Turn

 Luke 3:7-18

Repent! I get a thousand images and remember things I would rather forget from just this one word. Yet repentance comes from a Greek word: metanoia which actually means to reverse a decision, or at its root to think differently. Once a preacher likened it to turning from one direction into a new direction. At its best repentance asks us to turn inward, to look within ourselves, and to see what we need to grow on or through. It does not ask us to feel guilty or to see what have been the sins in our life we label. It instead asks us to examen ourselves.

Now this is not examine in taking a fine tooth comb and seeing what of the 10 commandments we haven't lived up to, or what others label as sinful and wrong. Examen is an exercise which takes us on a tour of what we've done throughout a day or a year. To look at this with eyes not evaluating, but to see where we have felt within as spiritually free or unfree.

To label the spiritually free is to be in a state of freedom. The emotions which don't weigh us down or cause us to feel bound inside. Joy, love, happiness, kindness, gentleness, patience are all places where we are spiritually free. We dwell in the moment grace because we can freely give and receive.

To be spiritually unfree are the times we can't think straight. These emotions are anger, fear, frustration, loss of patience, unkind, harsh and they lead us to act in a narrow way because we don't see other options open to us. So we lose our temper and say something we shouldn't, or we cut off someone because they have cut us off, and the list goes on. 

The Ignatian way of examen asks us to look at these instances and see where we have to ask for forgiveness during these times of being spiritually unfree. It is a way to train our eyes on not condemnation but of repenting. Because there is no guilt in the bringing up, only a road to forgiveness and how we might act differently the next time. What is it tomorrow that you will do if another time like this comes up, how might you respond differently.

This is the point of John's repentance preached in Luke today. When you encounter certain people: an official from Rome whom you'd rather spit at, the people whom you are oppressing and resent because you are far from home and they hate you respond differently than in hitting them. Make a difference and act with spiritual freedom. You don't have to be hateful just because the other person is. This is mostly a fear response, a response to make someone else less than human and to put us in positions of being us and them. You know they are other because of ... or they are bad because of ... fill in the blanks. 
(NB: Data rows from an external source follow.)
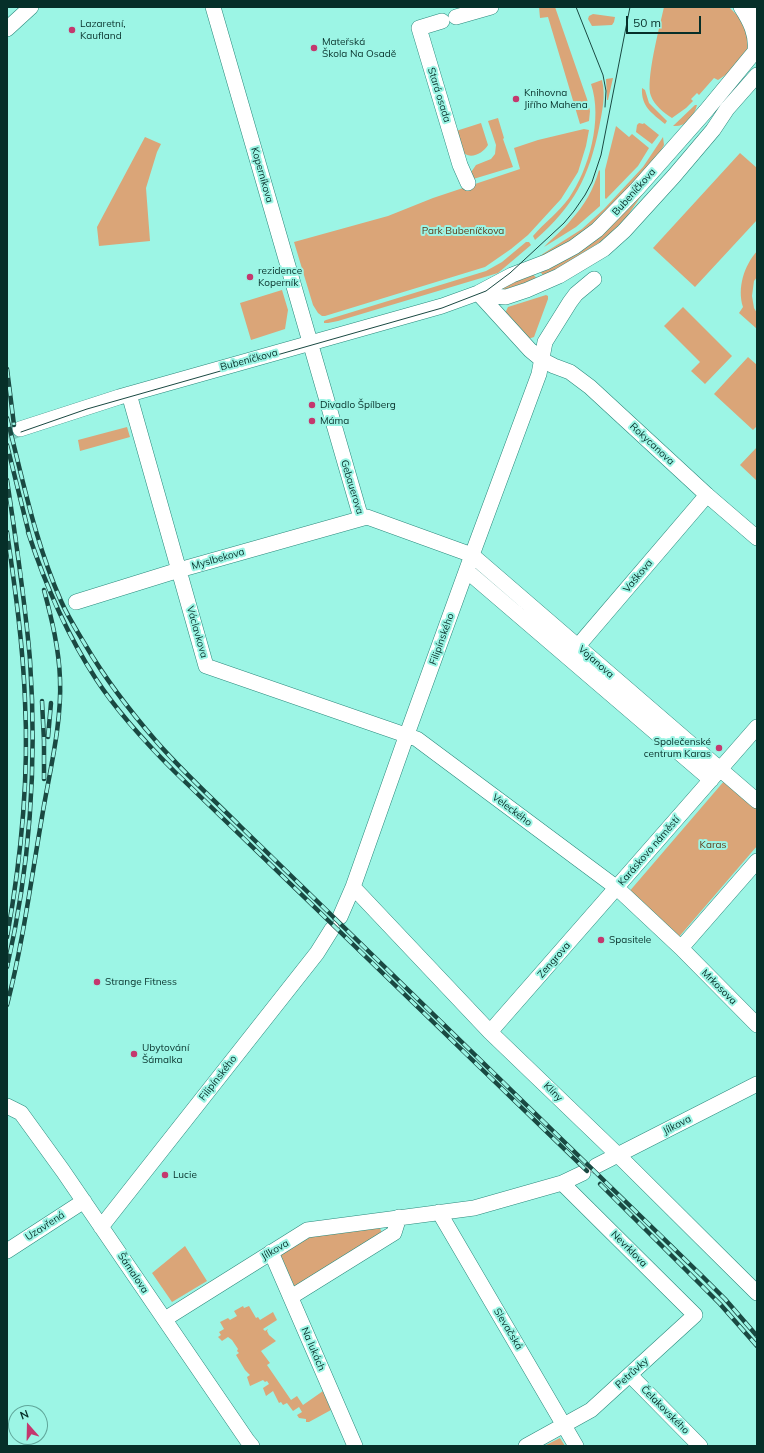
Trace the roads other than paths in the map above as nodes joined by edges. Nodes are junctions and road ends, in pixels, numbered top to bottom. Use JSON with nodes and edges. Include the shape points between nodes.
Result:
{"nodes":[{"id":1,"x":31,"y":7,"type":"edge"},
{"id":2,"x":213,"y":7,"type":"edge"},
{"id":3,"x":491,"y":7,"type":"edge"},
{"id":4,"x":741,"y":7,"type":"edge"},
{"id":5,"x":746,"y":7,"type":"edge"},
{"id":6,"x":757,"y":16,"type":"edge"},
{"id":7,"x":456,"y":17,"type":"dead end"},
{"id":8,"x":442,"y":21,"type":"dead end"},
{"id":9,"x":7,"y":29,"type":"edge"},
{"id":10,"x":756,"y":50,"type":"edge"},
{"id":11,"x":757,"y":75,"type":"edge"},
{"id":12,"x":468,"y":183,"type":"dead end"},
{"id":13,"x":594,"y":279,"type":"dead end"},
{"id":14,"x":478,"y":293,"type":"junction"},
{"id":15,"x":310,"y":343,"type":"junction"},
{"id":16,"x":542,"y":360,"type":"junction"},
{"id":17,"x":129,"y":394,"type":"junction"},
{"id":18,"x":20,"y":429,"type":"tunnel mouth"},
{"id":19,"x":707,"y":494,"type":"junction"},
{"id":20,"x":361,"y":518,"type":"junction"},
{"id":21,"x":757,"y":538,"type":"edge"},
{"id":22,"x":472,"y":555,"type":"junction"},
{"id":23,"x":179,"y":570,"type":"junction"},
{"id":24,"x":467,"y":572,"type":"junction"},
{"id":25,"x":76,"y":602,"type":"dead end"},
{"id":26,"x":578,"y":646,"type":"junction"},
{"id":27,"x":568,"y":658,"type":"junction"},
{"id":28,"x":757,"y":727,"type":"edge"},
{"id":29,"x":406,"y":736,"type":"junction"},
{"id":30,"x":716,"y":774,"type":"junction"},
{"id":31,"x":757,"y":801,"type":"edge"},
{"id":32,"x":757,"y":861,"type":"edge"},
{"id":33,"x":354,"y":887,"type":"junction"},
{"id":34,"x":617,"y":888,"type":"junction"},
{"id":35,"x":681,"y":948,"type":"junction"},
{"id":36,"x":757,"y":1025,"type":"edge"},
{"id":37,"x":490,"y":1032,"type":"junction"},
{"id":38,"x":757,"y":1084,"type":"edge"},
{"id":39,"x":7,"y":1106,"type":"edge"},
{"id":40,"x":618,"y":1155,"type":"junction"},
{"id":41,"x":562,"y":1183,"type":"junction"},
{"id":42,"x":84,"y":1201,"type":"junction"},
{"id":43,"x":439,"y":1212,"type":"junction"},
{"id":44,"x":399,"y":1218,"type":"junction"},
{"id":45,"x":101,"y":1227,"type":"junction"},
{"id":46,"x":7,"y":1251,"type":"edge"},
{"id":47,"x":271,"y":1252,"type":"junction"},
{"id":48,"x":757,"y":1293,"type":"edge"},
{"id":49,"x":291,"y":1297,"type":"junction"},
{"id":50,"x":695,"y":1315,"type":"joint"},
{"id":51,"x":165,"y":1319,"type":"junction"},
{"id":52,"x":630,"y":1375,"type":"junction"},
{"id":53,"x":564,"y":1425,"type":"junction"},
{"id":54,"x":248,"y":1444,"type":"edge"},
{"id":55,"x":355,"y":1446,"type":"edge"},
{"id":56,"x":526,"y":1446,"type":"edge"},
{"id":57,"x":576,"y":1446,"type":"edge"},
{"id":58,"x":700,"y":1446,"type":"edge"}],
"edges":[{"from":1,"to":9,"type":"street"},
{"from":2,"to":15,"type":"street","name":"Koperníkova"},
{"from":3,"to":7,"type":"street"},
{"from":4,"to":10,"type":"street","via":[[749,18]]},
{"from":5,"to":6,"type":"main road"},
{"from":8,"to":12,"type":"street","name":"Stará osada","via":[[419,28],[460,165]]},
{"from":10,"to":14,"type":"street","name":"Bubeníčkova","via":[[637,189],[597,230],[561,255],[512,275]]},
{"from":11,"to":14,"type":"street","name":"Bubeníčkova","via":[[674,176],[604,249],[559,276],[527,290],[506,297]]},
{"from":13,"to":16,"type":"street","via":[[576,294],[564,309],[545,342]]},
{"from":14,"to":15,"type":"street","name":"Bubeníčkova","via":[[442,306]]},
{"from":14,"to":16,"type":"street"},
{"from":15,"to":17,"type":"street","name":"Bubeníčkova"},
{"from":15,"to":20,"type":"street","name":"Gebauerova"},
{"from":16,"to":19,"type":"street","name":"Rokycanova","via":[[570,372],[590,387]]},
{"from":16,"to":22,"type":"street","name":"Filipínského","via":[[540,374]]},
{"from":17,"to":18,"type":"street","name":"Bubeníčkova"},
{"from":17,"to":23,"type":"street","name":"Václavkova"},
{"from":19,"to":21,"type":"street","name":"Rokycanova"},
{"from":19,"to":26,"type":"street","name":"Vaškova"},
{"from":20,"to":22,"type":"street","name":"Gebauerova","via":[[366,517]]},
{"from":20,"to":23,"type":"street","name":"Myslbekova"},
{"from":22,"to":24,"type":"street","name":"Filipínského"},
{"from":22,"to":26,"type":"street","name":"Vojanova"},
{"from":23,"to":25,"type":"street","name":"Myslbekova"},
{"from":23,"to":29,"type":"street","name":"Václavkova","via":[[206,666]]},
{"from":24,"to":27,"type":"street","name":"Vojanova"},
{"from":24,"to":29,"type":"street","name":"Filipínského"},
{"from":26,"to":27,"type":"street","name":"Vaškova"},
{"from":26,"to":30,"type":"street","name":"Vojanova"},
{"from":27,"to":30,"type":"street","name":"Vojanova"},
{"from":28,"to":30,"type":"street","name":"Karáskovo náměstí"},
{"from":29,"to":33,"type":"street","name":"Filipínského"},
{"from":29,"to":34,"type":"street","name":"Veleckého","via":[[417,739]]},
{"from":30,"to":31,"type":"street"},
{"from":30,"to":34,"type":"street","name":"Karáskovo náměstí"},
{"from":32,"to":35,"type":"street"},
{"from":33,"to":37,"type":"street","name":"Klíny"},
{"from":33,"to":45,"type":"street","name":"Filipínského","via":[[317,953]]},
{"from":34,"to":35,"type":"street","name":"Karáskovo náměstí"},
{"from":34,"to":37,"type":"street","name":"Zengrova"},
{"from":35,"to":36,"type":"street","name":"Mrkosova"},
{"from":37,"to":40,"type":"street","name":"Klíny"},
{"from":38,"to":40,"type":"street","name":"Jílkova"},
{"from":39,"to":42,"type":"street","name":"Šámalova","via":[[21,1113]]},
{"from":40,"to":41,"type":"street","name":"Jílkova"},
{"from":40,"to":48,"type":"street","name":"Klíny"},
{"from":41,"to":43,"type":"street","name":"Jílkova","via":[[474,1208]]},
{"from":41,"to":50,"type":"street","name":"Nevrklova"},
{"from":42,"to":45,"type":"street","name":"Šámalova"},
{"from":42,"to":46,"type":"street","name":"Uzavřená"},
{"from":43,"to":44,"type":"street","name":"Jílkova"},
{"from":43,"to":53,"type":"street","name":"Slevačská"},
{"from":44,"to":47,"type":"street","name":"Jílkova","via":[[307,1230]]},
{"from":44,"to":49,"type":"street","via":[[394,1233]]},
{"from":45,"to":51,"type":"street","name":"Šámalova"},
{"from":47,"to":49,"type":"street","name":"Na lukách"},
{"from":47,"to":51,"type":"street","name":"Jílkova"},
{"from":49,"to":55,"type":"street","name":"Na lukách"},
{"from":50,"to":52,"type":"street","name":"Petrůvky"},
{"from":51,"to":54,"type":"street","name":"Šámalova"},
{"from":52,"to":53,"type":"street","name":"Petrůvky","via":[[591,1410]]},
{"from":52,"to":58,"type":"street","name":"Čelakovského"},
{"from":53,"to":56,"type":"street"},
{"from":53,"to":57,"type":"street","name":"Slevačská"}]}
Now the thing which helps us with these ways is expectation. This week expectation is one of the words we were prompted to write about in our poetry group. I have thought about expectation deeply. Why are children so excited about Christmas? Expectation of Christmas, the hope for this or that they have asked Santa for. As we age it is in the gathering of family or traditions kept. Every year my son sends me pictures of the Christmas bread I always made, it fills my heart with joy to see he is carrying on a tradition we did. The memory brings expectation of a season filled with joy and love. 

In repentance expectation helps us to react differently. We are filled with the hope of something new beginning with us. We can make the difference in how we react to something: whether fearful, angry, or frustrated. We can turn this around by being open, having patience, and listening better to what someone is saying. This is the place where I have found people astounded as they share, this is a person who I think I can talk to and I never thought I would be able to understand a (again fill in the blank) Trump supporter, Biden supporter, ant vaxer, a vaccinated person wherever the fault lines are. 

This is exactly what John is speaking to in Luke's gospel. We need to repent of the ways we make our enemy evil. We need to repent of making them less than human. Then we need to operate in the ways of expectation, the hope born of a Savior is within us all. God within us to give and receive freely. To listen more openly instead of have our position already laid out. To release the fear, anger and pettiness which divides us and instead bring us together as God would see this world. 

Love came down at Christmas, love all lovely, love divine. Love was born at Christmas star and angels gave the sign, Christina Rosetti wrote this ages ago, and it still rings true today. If we operate in the ways of repentance we will see the hopeful expectation in the star and angels a joy to the world.